I have been told in briefings that the new definition of single dwelling house in this bill will mean that a single dwelling can, in some circumstances, have two kitchens or food preparation areas. I have been assured that this will not be a means by which landlords can get around urban intensification regulations and squeeze two households into the one premises. Rather, it is for accommodating the very different families we have in our midst and is perhaps a solution, one part, to the affordable accommodation problem.

I had misgivings about building houses that, by their design, will result in greater energy demands, but I do not think that micro managing and regulatory interference to the extent of proscribing two kitchens is at all appropriate. Indeed, I can see it, if used wisely, being a very good thing. I will be supporting the bill.

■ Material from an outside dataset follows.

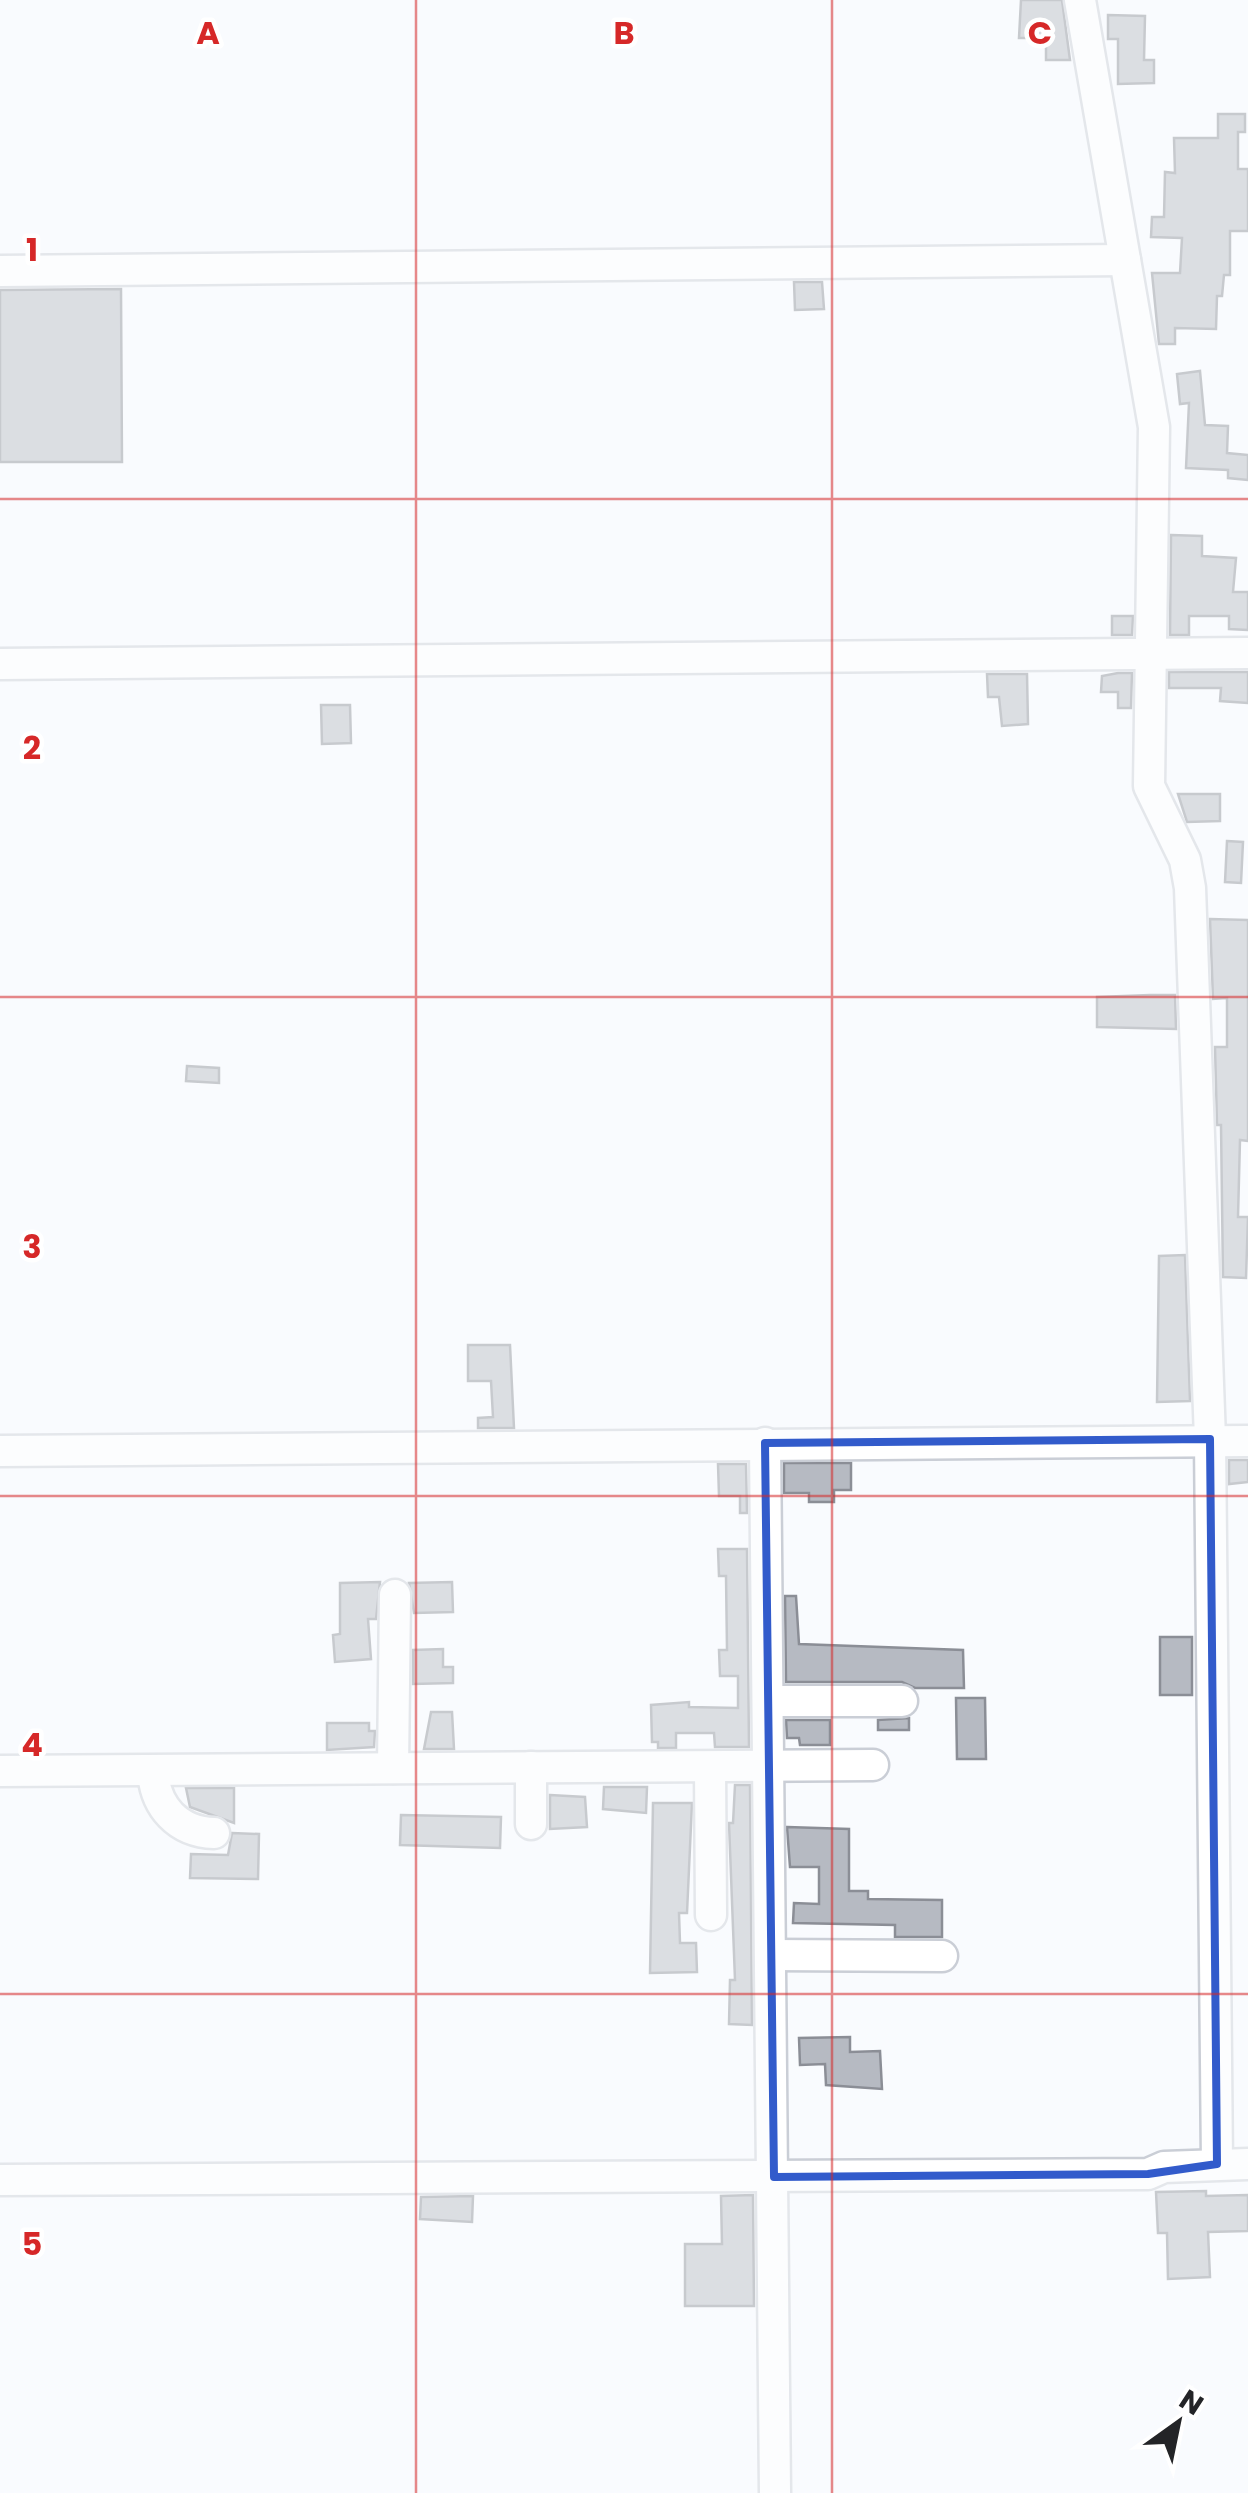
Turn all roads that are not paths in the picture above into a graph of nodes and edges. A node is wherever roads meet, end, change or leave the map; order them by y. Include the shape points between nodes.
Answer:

MRS DUNNE (Ginninderra) (6.39): As Mr Seselja, the leader said, the Liberal opposition will be supporting this bill, but there are some elements that I do need to reinforce concerns about. They must be scrutinised over time to ensure that they do not have unintended consequences.

There are issues in relation to compliance in this legislation. I had a discussion with the officials the other day about concerns about compliance. Compliance has always been probably one of the most difficult parts of planning legislation in many ways because actually it does, for the most part, mean that people have to sort of make adjustments to existing buildings. This is often a problem.

I think that over time there have been a number of attempts to increase the powers to make compliance easier. Every time we see changes to the compliance legislation the minister at the table usually says that this has fixed the problem. So far we have not managed to fix the problem. I hope that the changes made on this occasion will address the issues satisfactorily, that there can be better and more just compliance when the need arises and that the enforcement of compliance orders will become more streamlined.

There are two other areas that are of particular concern to me in relation to the signing off of this bill. One was touched on by Mr Seselja, which is the removal in this arrangement of the final variation to the territory plan when you take an area that was, under old parlance, designated land and turn it into an estate plan et cetera.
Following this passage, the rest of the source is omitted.